Saved entries:
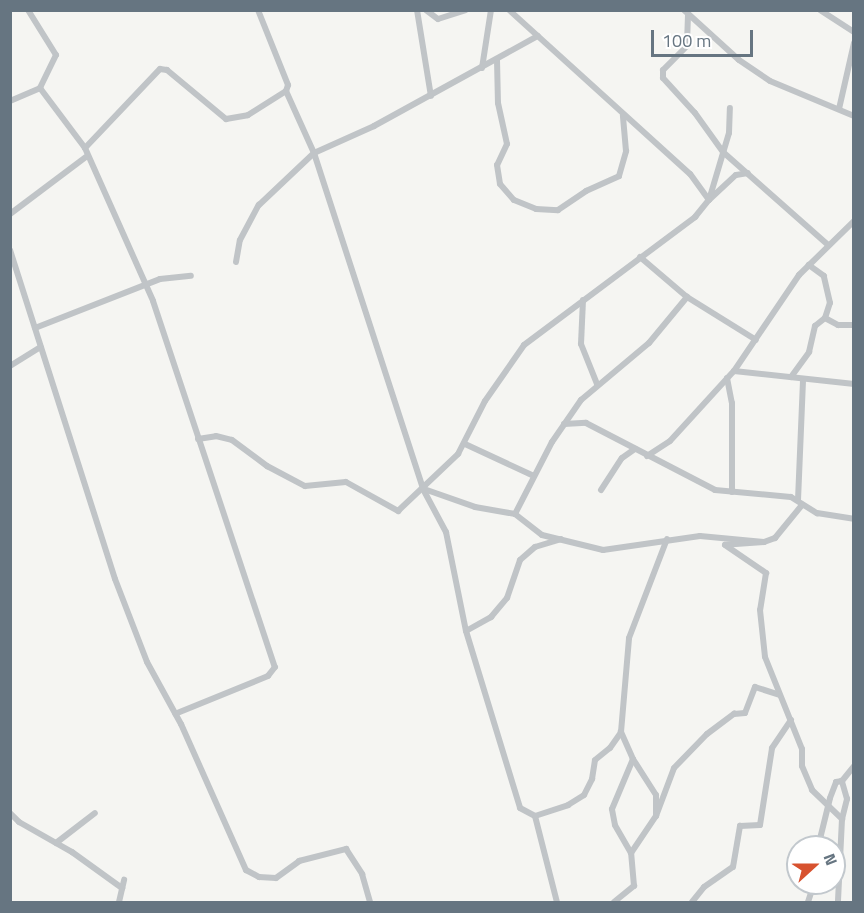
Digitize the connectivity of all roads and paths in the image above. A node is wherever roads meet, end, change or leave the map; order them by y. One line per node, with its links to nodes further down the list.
1 (28, 10): 15 (street)
2 (258, 10): 16 (street)
3 (417, 10): 17 (street)
4 (426, 10): 5 (street)
5 (466, 10)
6 (490, 10): 14 (street)
7 (508, 10): 11 (street)
8 (820, 10): 10 (street)
9 (686, 13): 20 (street); 25 (street)
10 (854, 32)
11 (538, 36): 13 (street); 21 (street)
12 (854, 43): 20 (street)
13 (497, 60): 14 (street); 21 (street)
14 (482, 68): 17 (street)
15 (40, 88): 18 (street); 23 (street)
16 (286, 91): 23 (street); 24 (street)
17 (431, 96): 24 (street)
18 (10, 101)
19 (730, 108): 25 (street)
20 (839, 109): 22 (street)
21 (623, 115): 28 (street)
22 (854, 116)
23 (85, 148): 26 (street)
24 (314, 153): 34 (street); 58 (street)
25 (723, 153): 27 (street); 28 (street)
26 (86, 157): 29 (street); 37 (street)
27 (748, 173): 28 (street); 31 (street)
28 (709, 200): 33 (street)
29 (10, 214)
30 (854, 222): 31 (street)
31 (828, 245): 35 (street)
32 (10, 250): 42 (street)
33 (639, 257): 38 (street); 39 (street)
34 (236, 262)
35 (809, 265): 40 (street); 43 (street)
36 (191, 276): 37 (street)
37 (146, 285): 42 (street); 53 (street)
38 (687, 297): 43 (street); 50 (street)
39 (583, 300): 50 (street); 54 (street)
40 (825, 318): 41 (street); 47 (street)
41 (854, 325)
42 (35, 328): 44 (street)
43 (756, 340): 46 (street)
44 (41, 347): 45 (street); 69 (street)
45 (10, 366)
46 (734, 371): 47 (street); 48 (street)
47 (790, 377): 49 (street)
48 (728, 378): 56 (street); 60 (street)
49 (803, 381): 51 (street); 61 (street)
50 (597, 384): 52 (street)
51 (854, 384)
52 (564, 424): 55 (street); 57 (street)
53 (198, 439): 58 (street); 69 (street)
54 (465, 444): 57 (street); 58 (street)
55 (635, 449): 56 (street); 59 (street)
56 (647, 456): 60 (street)
57 (534, 476): 62 (street)
58 (423, 489): 62 (street); 67 (street)
59 (601, 490)
60 (732, 492): 61 (street)
61 (800, 502): 63 (street); 66 (street)
62 (515, 514): 64 (street)
63 (854, 519)
64 (563, 538): 65 (street); 67 (street)
65 (667, 539): 66 (street); 71 (street)
66 (764, 542): 68 (street)
67 (466, 631): 78 (street)
68 (779, 695): 70 (street); 79 (street)
69 (175, 714): 87 (street)
70 (791, 720): 75 (street); 90 (street)
71 (621, 732): 72 (street); 78 (street)
72 (633, 759): 79 (street); 83 (street)
73 (854, 766): 74 (street)
74 (842, 781): 75 (street); 80 (street)
75 (827, 807): 80 (street); 81 (street)
76 (10, 813): 82 (street)
77 (95, 813): 82 (street)
78 (535, 816): 88 (street)
79 (656, 816): 83 (street)
80 (842, 819): 91 (street)
81 (821, 835)
82 (56, 843): 85 (street)
83 (631, 853): 89 (street)
84 (124, 879): 85 (street)
85 (122, 888): 86 (street)
86 (119, 903)
87 (370, 903)
88 (557, 903)
89 (614, 903)
90 (692, 903)
91 (838, 903)

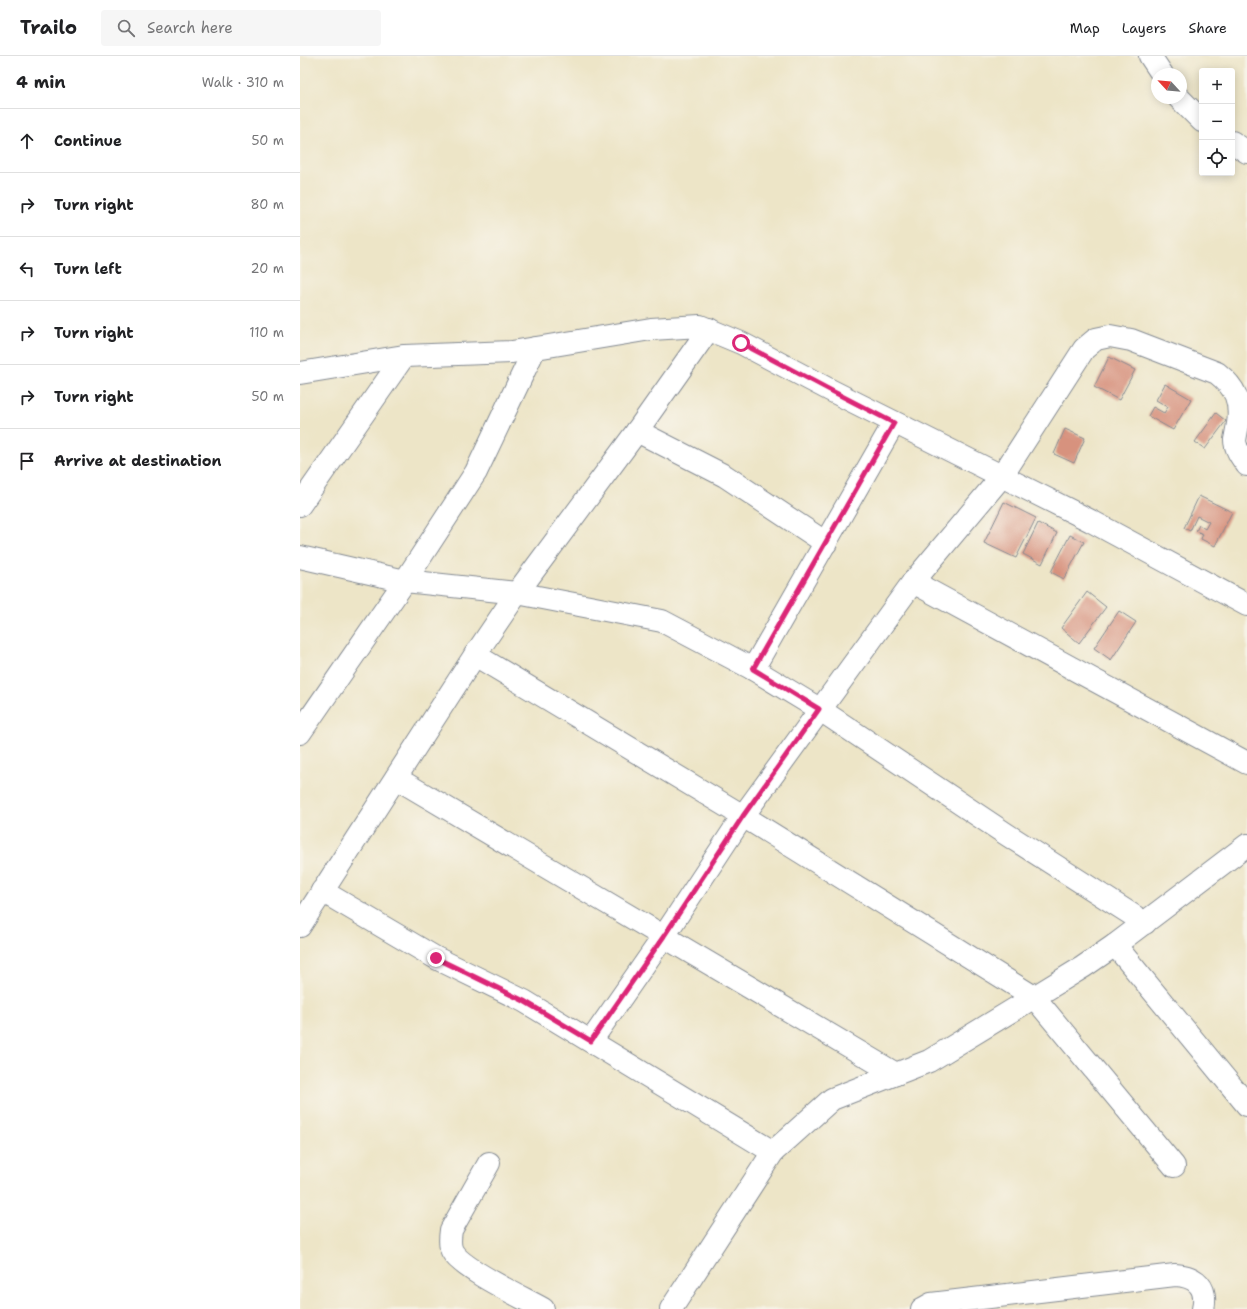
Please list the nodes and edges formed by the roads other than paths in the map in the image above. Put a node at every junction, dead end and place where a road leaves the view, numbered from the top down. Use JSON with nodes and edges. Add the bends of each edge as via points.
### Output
{"nodes":[{"id":1,"x":1150,"y":56,"type":"edge"},
{"id":2,"x":1158,"y":68,"type":"edge"},
{"id":3,"x":1185,"y":104,"type":"edge"},
{"id":4,"x":1199,"y":117,"type":"edge"},
{"id":5,"x":1235,"y":144,"type":"edge"},
{"id":6,"x":1247,"y":152,"type":"edge"},
{"id":7,"x":709,"y":330,"type":"junction"},
{"id":8,"x":536,"y":348,"type":"junction"},
{"id":9,"x":404,"y":356,"type":"junction"},
{"id":10,"x":300,"y":373,"type":"edge"},
{"id":11,"x":894,"y":423,"type":"junction"},
{"id":12,"x":637,"y":431,"type":"junction"},
{"id":13,"x":1247,"y":465,"type":"edge"},
{"id":14,"x":1002,"y":476,"type":"junction"},
{"id":15,"x":300,"y":504,"type":"edge"},
{"id":16,"x":826,"y":543,"type":"junction"},
{"id":17,"x":300,"y":557,"type":"edge"},
{"id":18,"x":405,"y":581,"type":"junction"},
{"id":19,"x":913,"y":582,"type":"junction"},
{"id":20,"x":517,"y":593,"type":"junction"},
{"id":21,"x":1247,"y":605,"type":"edge"},
{"id":22,"x":475,"y":655,"type":"junction"},
{"id":23,"x":753,"y":669,"type":"junction"},
{"id":24,"x":819,"y":709,"type":"junction"},
{"id":25,"x":300,"y":733,"type":"edge"},
{"id":26,"x":1247,"y":762,"type":"edge"},
{"id":27,"x":396,"y":778,"type":"junction"},
{"id":28,"x":743,"y":816,"type":"junction"},
{"id":29,"x":1247,"y":845,"type":"edge"},
{"id":30,"x":322,"y":891,"type":"junction"},
{"id":31,"x":1145,"y":923,"type":"junction"},
{"id":32,"x":300,"y":926,"type":"edge"},
{"id":33,"x":664,"y":936,"type":"junction"},
{"id":34,"x":1115,"y":945,"type":"junction"},
{"id":35,"x":1034,"y":997,"type":"junction"},
{"id":36,"x":591,"y":1041,"type":"junction"},
{"id":37,"x":896,"y":1074,"type":"junction"},
{"id":38,"x":1247,"y":1105,"type":"edge"},
{"id":39,"x":773,"y":1152,"type":"junction"},
{"id":40,"x":489,"y":1163,"type":"dead end"},
{"id":41,"x":1174,"y":1166,"type":"dead end"},
{"id":42,"x":543,"y":1309,"type":"edge"},
{"id":43,"x":671,"y":1309,"type":"edge"},
{"id":44,"x":922,"y":1309,"type":"edge"},
{"id":45,"x":1204,"y":1309,"type":"edge"}],
"edges":[{"from":1,"to":2,"type":"street"},
{"from":3,"to":4,"type":"street"},
{"from":5,"to":6,"type":"street"},
{"from":7,"to":8,"type":"street","via":[[700,326],[651,329]]},
{"from":7,"to":11,"type":"street","via":[[741,343]]},
{"from":7,"to":12,"type":"street"},
{"from":8,"to":9,"type":"street","via":[[512,352]]},
{"from":8,"to":18,"type":"street","via":[[476,472]]},
{"from":9,"to":10,"type":"street"},
{"from":9,"to":15,"type":"street"},
{"from":11,"to":14,"type":"street"},
{"from":11,"to":16,"type":"street"},
{"from":12,"to":16,"type":"street","via":[[725,476]]},
{"from":12,"to":20,"type":"street"},
{"from":13,"to":14,"type":"street","via":[[1239,454],[1235,441],[1240,411],[1236,393],[1226,380],[1217,372],[1131,340],[1110,336],[1096,339],[1084,349]]},
{"from":14,"to":19,"type":"street"},
{"from":14,"to":21,"type":"street"},
{"from":16,"to":23,"type":"street"},
{"from":17,"to":18,"type":"street"},
{"from":18,"to":20,"type":"street"},
{"from":18,"to":25,"type":"street"},
{"from":19,"to":24,"type":"street"},
{"from":19,"to":26,"type":"street"},
{"from":20,"to":22,"type":"street"},
{"from":20,"to":23,"type":"street","via":[[662,621]]},
{"from":22,"to":27,"type":"street"},
{"from":22,"to":28,"type":"street"},
{"from":23,"to":24,"type":"street"},
{"from":24,"to":28,"type":"street"},
{"from":24,"to":31,"type":"street"},
{"from":27,"to":30,"type":"street"},
{"from":27,"to":33,"type":"street"},
{"from":28,"to":33,"type":"street"},
{"from":28,"to":35,"type":"street"},
{"from":29,"to":31,"type":"street"},
{"from":30,"to":32,"type":"street"},
{"from":30,"to":36,"type":"street","via":[[436,958],[524,1001]]},
{"from":31,"to":34,"type":"street"},
{"from":33,"to":36,"type":"street"},
{"from":33,"to":37,"type":"street"},
{"from":34,"to":35,"type":"street"},
{"from":34,"to":38,"type":"street"},
{"from":35,"to":37,"type":"street","via":[[929,1061]]},
{"from":35,"to":41,"type":"street"},
{"from":36,"to":39,"type":"street"},
{"from":37,"to":39,"type":"street","via":[[832,1099]]},
{"from":39,"to":43,"type":"street"},
{"from":40,"to":42,"type":"street","via":[[451,1230],[452,1251],[471,1270]]},
{"from":44,"to":45,"type":"street","via":[[931,1304],[1175,1274],[1194,1280],[1201,1287],[1205,1295]]}]}
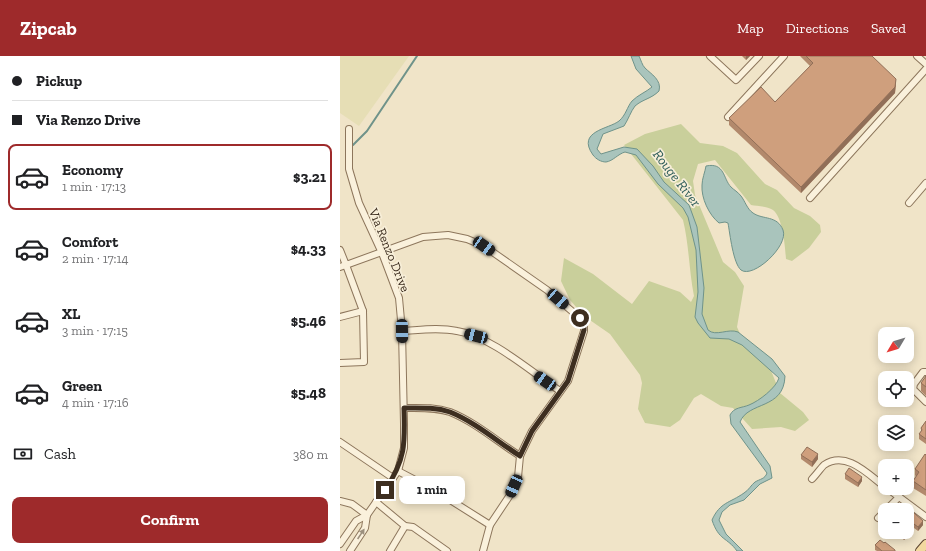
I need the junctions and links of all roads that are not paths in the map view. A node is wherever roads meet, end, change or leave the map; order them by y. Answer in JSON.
{"nodes":[{"id":1,"x":710,"y":56,"type":"edge"},
{"id":2,"x":759,"y":56,"type":"edge"},
{"id":3,"x":784,"y":56,"type":"edge"},
{"id":4,"x":917,"y":56,"type":"edge"},
{"id":5,"x":926,"y":64,"type":"edge"},
{"id":6,"x":926,"y":69,"type":"edge"},
{"id":7,"x":728,"y":117,"type":"edge"},
{"id":8,"x":348,"y":129,"type":"dead end"},
{"id":9,"x":926,"y":183,"type":"edge"},
{"id":10,"x":810,"y":198,"type":"dead end"},
{"id":11,"x":909,"y":203,"type":"dead end"},
{"id":12,"x":340,"y":250,"type":"edge"},
{"id":13,"x":382,"y":253,"type":"junction"},
{"id":14,"x":343,"y":266,"type":"edge"},
{"id":15,"x":363,"y":311,"type":"junction"},
{"id":16,"x":340,"y":317,"type":"edge"},
{"id":17,"x":402,"y":331,"type":"junction"},
{"id":18,"x":340,"y":363,"type":"edge"},
{"id":19,"x":926,"y":372,"type":"edge"},
{"id":20,"x":560,"y":391,"type":"junction"},
{"id":21,"x":926,"y":402,"type":"edge"},
{"id":22,"x":404,"y":408,"type":"junction"},
{"id":23,"x":340,"y":442,"type":"edge"},
{"id":24,"x":520,"y":456,"type":"junction"},
{"id":25,"x":398,"y":471,"type":"junction"},
{"id":26,"x":393,"y":478,"type":"junction"},
{"id":27,"x":812,"y":479,"type":"dead end"},
{"id":28,"x":878,"y":481,"type":"edge"},
{"id":29,"x":896,"y":495,"type":"edge"},
{"id":30,"x":899,"y":497,"type":"junction"},
{"id":31,"x":340,"y":500,"type":"edge"},
{"id":32,"x":376,"y":502,"type":"junction"},
{"id":33,"x":893,"y":503,"type":"edge"},
{"id":34,"x":367,"y":515,"type":"junction"},
{"id":35,"x":926,"y":517,"type":"edge"},
{"id":36,"x":490,"y":525,"type":"junction"},
{"id":37,"x":405,"y":526,"type":"junction"},
{"id":38,"x":340,"y":544,"type":"edge"},
{"id":39,"x":926,"y":544,"type":"edge"},
{"id":40,"x":350,"y":551,"type":"edge"},
{"id":41,"x":390,"y":551,"type":"edge"},
{"id":42,"x":447,"y":551,"type":"edge"},
{"id":43,"x":483,"y":551,"type":"edge"},
{"id":44,"x":920,"y":551,"type":"edge"}],
"edges":[{"from":1,"to":2,"type":"street"},
{"from":3,"to":7,"type":"street"},
{"from":4,"to":5,"type":"street"},
{"from":6,"to":10,"type":"street"},
{"from":8,"to":13,"type":"street","name":"Via Renzo Drive"},
{"from":9,"to":11,"type":"street"},
{"from":12,"to":14,"type":"street"},
{"from":13,"to":14,"type":"street"},
{"from":13,"to":17,"type":"street","name":"Via Renzo Drive"},
{"from":13,"to":20,"type":"street"},
{"from":14,"to":15,"type":"street"},
{"from":15,"to":16,"type":"street"},
{"from":15,"to":18,"type":"street"},
{"from":17,"to":20,"type":"street"},
{"from":17,"to":22,"type":"street","name":"Via Renzo Drive"},
{"from":19,"to":21,"type":"street"},
{"from":20,"to":24,"type":"street"},
{"from":22,"to":24,"type":"street"},
{"from":22,"to":25,"type":"street","name":"Via Renzo Drive"},
{"from":23,"to":26,"type":"street"},
{"from":24,"to":36,"type":"street"},
{"from":25,"to":26,"type":"street","name":"Via Renzo Drive"},
{"from":25,"to":36,"type":"street"},
{"from":26,"to":32,"type":"street","name":"Via Renzo Drive"},
{"from":27,"to":28,"type":"street"},
{"from":29,"to":30,"type":"street"},
{"from":30,"to":33,"type":"street"},
{"from":30,"to":35,"type":"street"},
{"from":31,"to":34,"type":"street"},
{"from":32,"to":34,"type":"street","name":"Via Renzo Drive"},
{"from":32,"to":37,"type":"street"},
{"from":34,"to":38,"type":"street","name":"Via Renzo Drive"},
{"from":40,"to":34,"type":"street","name":"Via Renzo Drive","one_way":true},
{"from":36,"to":43,"type":"street"},
{"from":37,"to":41,"type":"street"},
{"from":37,"to":42,"type":"street"},
{"from":39,"to":44,"type":"main road"}]}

WHAT IS REQUIRED:
Look through the data above. Copy every line with the string "wherever" in it.

RESPONSE BELOW:
Digitize the connectivity of all roads and paths in the image above. A node is wherever roads meet, end, change or leave the map; order them by y. One line per node, with its links to nodes further down the list.
I need the junctions and links of all roads that are not paths in the map view. A node is wherever roads meet, end, change or leave the map; order them by y. Answer in JSON.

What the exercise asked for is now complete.